_Records to use_:
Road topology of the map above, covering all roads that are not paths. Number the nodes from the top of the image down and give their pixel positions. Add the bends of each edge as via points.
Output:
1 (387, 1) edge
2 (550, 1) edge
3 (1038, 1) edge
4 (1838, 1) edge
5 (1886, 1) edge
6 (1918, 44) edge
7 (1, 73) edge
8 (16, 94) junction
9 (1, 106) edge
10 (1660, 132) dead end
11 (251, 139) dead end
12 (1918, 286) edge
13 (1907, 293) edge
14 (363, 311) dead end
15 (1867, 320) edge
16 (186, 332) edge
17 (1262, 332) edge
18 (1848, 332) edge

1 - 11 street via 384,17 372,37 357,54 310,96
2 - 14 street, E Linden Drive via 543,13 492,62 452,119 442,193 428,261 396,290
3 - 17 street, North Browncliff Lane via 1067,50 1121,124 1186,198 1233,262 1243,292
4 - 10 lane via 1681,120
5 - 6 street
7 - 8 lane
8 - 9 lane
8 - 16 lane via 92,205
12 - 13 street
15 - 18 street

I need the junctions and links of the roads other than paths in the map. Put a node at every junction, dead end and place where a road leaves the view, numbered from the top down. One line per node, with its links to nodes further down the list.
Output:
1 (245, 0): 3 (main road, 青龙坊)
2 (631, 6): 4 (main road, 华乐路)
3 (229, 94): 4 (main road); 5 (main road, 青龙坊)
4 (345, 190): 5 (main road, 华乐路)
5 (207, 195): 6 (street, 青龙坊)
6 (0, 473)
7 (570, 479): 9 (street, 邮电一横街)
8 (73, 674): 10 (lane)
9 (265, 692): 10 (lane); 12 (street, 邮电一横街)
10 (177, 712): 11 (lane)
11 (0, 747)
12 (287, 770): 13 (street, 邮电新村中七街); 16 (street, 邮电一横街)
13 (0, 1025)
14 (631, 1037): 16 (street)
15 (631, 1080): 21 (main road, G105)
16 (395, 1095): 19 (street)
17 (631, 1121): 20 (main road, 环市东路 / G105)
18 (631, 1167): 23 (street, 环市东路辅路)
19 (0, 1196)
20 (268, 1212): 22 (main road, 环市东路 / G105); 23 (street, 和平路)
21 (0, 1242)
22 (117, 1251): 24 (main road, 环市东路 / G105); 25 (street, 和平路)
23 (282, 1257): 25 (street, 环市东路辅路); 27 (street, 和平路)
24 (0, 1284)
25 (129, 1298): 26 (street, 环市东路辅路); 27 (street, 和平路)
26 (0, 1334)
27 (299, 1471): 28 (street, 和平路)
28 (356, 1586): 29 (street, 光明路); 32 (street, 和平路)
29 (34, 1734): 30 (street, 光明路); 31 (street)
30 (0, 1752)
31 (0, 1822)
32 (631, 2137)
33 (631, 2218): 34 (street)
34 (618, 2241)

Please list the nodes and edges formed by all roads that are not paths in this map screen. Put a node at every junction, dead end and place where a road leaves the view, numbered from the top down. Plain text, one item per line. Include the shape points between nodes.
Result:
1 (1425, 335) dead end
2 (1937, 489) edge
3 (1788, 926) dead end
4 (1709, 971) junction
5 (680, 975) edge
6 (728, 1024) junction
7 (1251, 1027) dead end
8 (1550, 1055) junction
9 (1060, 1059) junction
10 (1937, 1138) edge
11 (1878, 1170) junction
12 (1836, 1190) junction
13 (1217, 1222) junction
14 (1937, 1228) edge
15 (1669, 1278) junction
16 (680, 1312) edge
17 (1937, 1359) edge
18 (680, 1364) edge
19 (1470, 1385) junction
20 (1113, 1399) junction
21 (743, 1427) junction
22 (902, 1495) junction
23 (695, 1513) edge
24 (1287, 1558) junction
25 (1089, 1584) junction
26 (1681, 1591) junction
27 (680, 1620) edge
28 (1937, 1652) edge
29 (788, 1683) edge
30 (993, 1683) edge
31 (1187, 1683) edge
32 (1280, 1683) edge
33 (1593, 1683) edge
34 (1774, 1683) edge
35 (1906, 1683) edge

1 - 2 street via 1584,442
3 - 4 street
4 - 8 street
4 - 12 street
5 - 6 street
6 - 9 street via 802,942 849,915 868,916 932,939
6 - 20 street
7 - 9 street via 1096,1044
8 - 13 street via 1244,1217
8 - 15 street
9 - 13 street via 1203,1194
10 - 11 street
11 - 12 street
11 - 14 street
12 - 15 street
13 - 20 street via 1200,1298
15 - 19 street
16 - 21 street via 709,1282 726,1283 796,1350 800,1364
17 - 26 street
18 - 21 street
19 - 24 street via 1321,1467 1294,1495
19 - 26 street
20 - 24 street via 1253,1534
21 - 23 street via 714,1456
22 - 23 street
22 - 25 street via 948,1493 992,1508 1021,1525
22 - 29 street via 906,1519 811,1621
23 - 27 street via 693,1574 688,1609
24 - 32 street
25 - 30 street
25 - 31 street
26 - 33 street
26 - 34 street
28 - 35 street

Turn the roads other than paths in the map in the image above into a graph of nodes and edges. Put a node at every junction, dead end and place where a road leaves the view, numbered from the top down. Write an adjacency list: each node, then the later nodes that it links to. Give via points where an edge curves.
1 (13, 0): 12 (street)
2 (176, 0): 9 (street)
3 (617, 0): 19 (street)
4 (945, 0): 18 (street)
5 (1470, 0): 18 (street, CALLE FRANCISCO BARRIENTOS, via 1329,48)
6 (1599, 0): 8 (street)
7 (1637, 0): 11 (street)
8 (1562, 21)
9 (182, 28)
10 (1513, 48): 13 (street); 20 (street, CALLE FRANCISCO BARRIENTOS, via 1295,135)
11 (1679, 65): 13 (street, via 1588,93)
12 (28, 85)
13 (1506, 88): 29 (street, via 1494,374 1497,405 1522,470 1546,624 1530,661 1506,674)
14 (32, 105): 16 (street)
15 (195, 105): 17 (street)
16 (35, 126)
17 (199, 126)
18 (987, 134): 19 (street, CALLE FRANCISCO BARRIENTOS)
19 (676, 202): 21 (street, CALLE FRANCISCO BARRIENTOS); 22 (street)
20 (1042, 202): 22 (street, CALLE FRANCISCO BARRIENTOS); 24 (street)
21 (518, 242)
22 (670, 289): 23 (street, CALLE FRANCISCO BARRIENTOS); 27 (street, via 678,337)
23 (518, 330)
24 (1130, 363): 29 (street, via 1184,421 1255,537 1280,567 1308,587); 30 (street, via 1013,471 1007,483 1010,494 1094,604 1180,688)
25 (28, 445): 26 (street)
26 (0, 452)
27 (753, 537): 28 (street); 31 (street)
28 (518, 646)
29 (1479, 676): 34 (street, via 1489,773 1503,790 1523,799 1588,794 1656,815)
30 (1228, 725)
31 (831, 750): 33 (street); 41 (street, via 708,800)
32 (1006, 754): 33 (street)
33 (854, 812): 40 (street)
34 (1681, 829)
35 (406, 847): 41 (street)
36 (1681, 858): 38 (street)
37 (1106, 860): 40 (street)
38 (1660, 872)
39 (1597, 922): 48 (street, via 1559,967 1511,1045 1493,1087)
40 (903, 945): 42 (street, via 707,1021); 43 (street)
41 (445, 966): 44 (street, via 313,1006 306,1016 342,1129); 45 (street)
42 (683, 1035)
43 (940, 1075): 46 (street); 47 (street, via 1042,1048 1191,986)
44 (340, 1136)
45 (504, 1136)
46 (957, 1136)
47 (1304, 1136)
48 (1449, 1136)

_Assigned task_:
Everything above must be retyped. Keep each record exactly the same.

_Task solution_:
Road topology of the map above, covering all roads that are not paths. Number the nodes from the top of the image down and give their pixel positions. Add the bends of each edge as via points.
Output:
1 (387, 1) edge
2 (550, 1) edge
3 (1038, 1) edge
4 (1838, 1) edge
5 (1886, 1) edge
6 (1918, 44) edge
7 (1, 73) edge
8 (16, 94) junction
9 (1, 106) edge
10 (1660, 132) dead end
11 (251, 139) dead end
12 (1918, 286) edge
13 (1907, 293) edge
14 (363, 311) dead end
15 (1867, 320) edge
16 (186, 332) edge
17 (1262, 332) edge
18 (1848, 332) edge

1 - 11 street via 384,17 372,37 357,54 310,96
2 - 14 street, E Linden Drive via 543,13 492,62 452,119 442,193 428,261 396,290
3 - 17 street, North Browncliff Lane via 1067,50 1121,124 1186,198 1233,262 1243,292
4 - 10 lane via 1681,120
5 - 6 street
7 - 8 lane
8 - 9 lane
8 - 16 lane via 92,205
12 - 13 street
15 - 18 street

I need the junctions and links of the roads other than paths in the map. Put a node at every junction, dead end and place where a road leaves the view, numbered from the top down. One line per node, with its links to nodes further down the list.
Output:
1 (245, 0): 3 (main road, 青龙坊)
2 (631, 6): 4 (main road, 华乐路)
3 (229, 94): 4 (main road); 5 (main road, 青龙坊)
4 (345, 190): 5 (main road, 华乐路)
5 (207, 195): 6 (street, 青龙坊)
6 (0, 473)
7 (570, 479): 9 (street, 邮电一横街)
8 (73, 674): 10 (lane)
9 (265, 692): 10 (lane); 12 (street, 邮电一横街)
10 (177, 712): 11 (lane)
11 (0, 747)
12 (287, 770): 13 (street, 邮电新村中七街); 16 (street, 邮电一横街)
13 (0, 1025)
14 (631, 1037): 16 (street)
15 (631, 1080): 21 (main road, G105)
16 (395, 1095): 19 (street)
17 (631, 1121): 20 (main road, 环市东路 / G105)
18 (631, 1167): 23 (street, 环市东路辅路)
19 (0, 1196)
20 (268, 1212): 22 (main road, 环市东路 / G105); 23 (street, 和平路)
21 (0, 1242)
22 (117, 1251): 24 (main road, 环市东路 / G105); 25 (street, 和平路)
23 (282, 1257): 25 (street, 环市东路辅路); 27 (street, 和平路)
24 (0, 1284)
25 (129, 1298): 26 (street, 环市东路辅路); 27 (street, 和平路)
26 (0, 1334)
27 (299, 1471): 28 (street, 和平路)
28 (356, 1586): 29 (street, 光明路); 32 (street, 和平路)
29 (34, 1734): 30 (street, 光明路); 31 (street)
30 (0, 1752)
31 (0, 1822)
32 (631, 2137)
33 (631, 2218): 34 (street)
34 (618, 2241)

Please list the nodes and edges formed by all roads that are not paths in this map screen. Put a node at every junction, dead end and place where a road leaves the view, numbered from the top down. Plain text, one item per line. Include the shape points between nodes.
Result:
1 (1425, 335) dead end
2 (1937, 489) edge
3 (1788, 926) dead end
4 (1709, 971) junction
5 (680, 975) edge
6 (728, 1024) junction
7 (1251, 1027) dead end
8 (1550, 1055) junction
9 (1060, 1059) junction
10 (1937, 1138) edge
11 (1878, 1170) junction
12 (1836, 1190) junction
13 (1217, 1222) junction
14 (1937, 1228) edge
15 (1669, 1278) junction
16 (680, 1312) edge
17 (1937, 1359) edge
18 (680, 1364) edge
19 (1470, 1385) junction
20 (1113, 1399) junction
21 (743, 1427) junction
22 (902, 1495) junction
23 (695, 1513) edge
24 (1287, 1558) junction
25 (1089, 1584) junction
26 (1681, 1591) junction
27 (680, 1620) edge
28 (1937, 1652) edge
29 (788, 1683) edge
30 (993, 1683) edge
31 (1187, 1683) edge
32 (1280, 1683) edge
33 (1593, 1683) edge
34 (1774, 1683) edge
35 (1906, 1683) edge

1 - 2 street via 1584,442
3 - 4 street
4 - 8 street
4 - 12 street
5 - 6 street
6 - 9 street via 802,942 849,915 868,916 932,939
6 - 20 street
7 - 9 street via 1096,1044
8 - 13 street via 1244,1217
8 - 15 street
9 - 13 street via 1203,1194
10 - 11 street
11 - 12 street
11 - 14 street
12 - 15 street
13 - 20 street via 1200,1298
15 - 19 street
16 - 21 street via 709,1282 726,1283 796,1350 800,1364
17 - 26 street
18 - 21 street
19 - 24 street via 1321,1467 1294,1495
19 - 26 street
20 - 24 street via 1253,1534
21 - 23 street via 714,1456
22 - 23 street
22 - 25 street via 948,1493 992,1508 1021,1525
22 - 29 street via 906,1519 811,1621
23 - 27 street via 693,1574 688,1609
24 - 32 street
25 - 30 street
25 - 31 street
26 - 33 street
26 - 34 street
28 - 35 street

Turn the roads other than paths in the map in the image above into a graph of nodes and edges. Put a node at every junction, dead end and place where a road leaves the view, numbered from the top down. Write an adjacency list: each node, then the later nodes that it links to. Give via points where an edge curves.
1 (13, 0): 12 (street)
2 (176, 0): 9 (street)
3 (617, 0): 19 (street)
4 (945, 0): 18 (street)
5 (1470, 0): 18 (street, CALLE FRANCISCO BARRIENTOS, via 1329,48)
6 (1599, 0): 8 (street)
7 (1637, 0): 11 (street)
8 (1562, 21)
9 (182, 28)
10 (1513, 48): 13 (street); 20 (street, CALLE FRANCISCO BARRIENTOS, via 1295,135)
11 (1679, 65): 13 (street, via 1588,93)
12 (28, 85)
13 (1506, 88): 29 (street, via 1494,374 1497,405 1522,470 1546,624 1530,661 1506,674)
14 (32, 105): 16 (street)
15 (195, 105): 17 (street)
16 (35, 126)
17 (199, 126)
18 (987, 134): 19 (street, CALLE FRANCISCO BARRIENTOS)
19 (676, 202): 21 (street, CALLE FRANCISCO BARRIENTOS); 22 (street)
20 (1042, 202): 22 (street, CALLE FRANCISCO BARRIENTOS); 24 (street)
21 (518, 242)
22 (670, 289): 23 (street, CALLE FRANCISCO BARRIENTOS); 27 (street, via 678,337)
23 (518, 330)
24 (1130, 363): 29 (street, via 1184,421 1255,537 1280,567 1308,587); 30 (street, via 1013,471 1007,483 1010,494 1094,604 1180,688)
25 (28, 445): 26 (street)
26 (0, 452)
27 (753, 537): 28 (street); 31 (street)
28 (518, 646)
29 (1479, 676): 34 (street, via 1489,773 1503,790 1523,799 1588,794 1656,815)
30 (1228, 725)
31 (831, 750): 33 (street); 41 (street, via 708,800)
32 (1006, 754): 33 (street)
33 (854, 812): 40 (street)
34 (1681, 829)
35 (406, 847): 41 (street)
36 (1681, 858): 38 (street)
37 (1106, 860): 40 (street)
38 (1660, 872)
39 (1597, 922): 48 (street, via 1559,967 1511,1045 1493,1087)
40 (903, 945): 42 (street, via 707,1021); 43 (street)
41 (445, 966): 44 (street, via 313,1006 306,1016 342,1129); 45 (street)
42 (683, 1035)
43 (940, 1075): 46 (street); 47 (street, via 1042,1048 1191,986)
44 (340, 1136)
45 (504, 1136)
46 (957, 1136)
47 (1304, 1136)
48 (1449, 1136)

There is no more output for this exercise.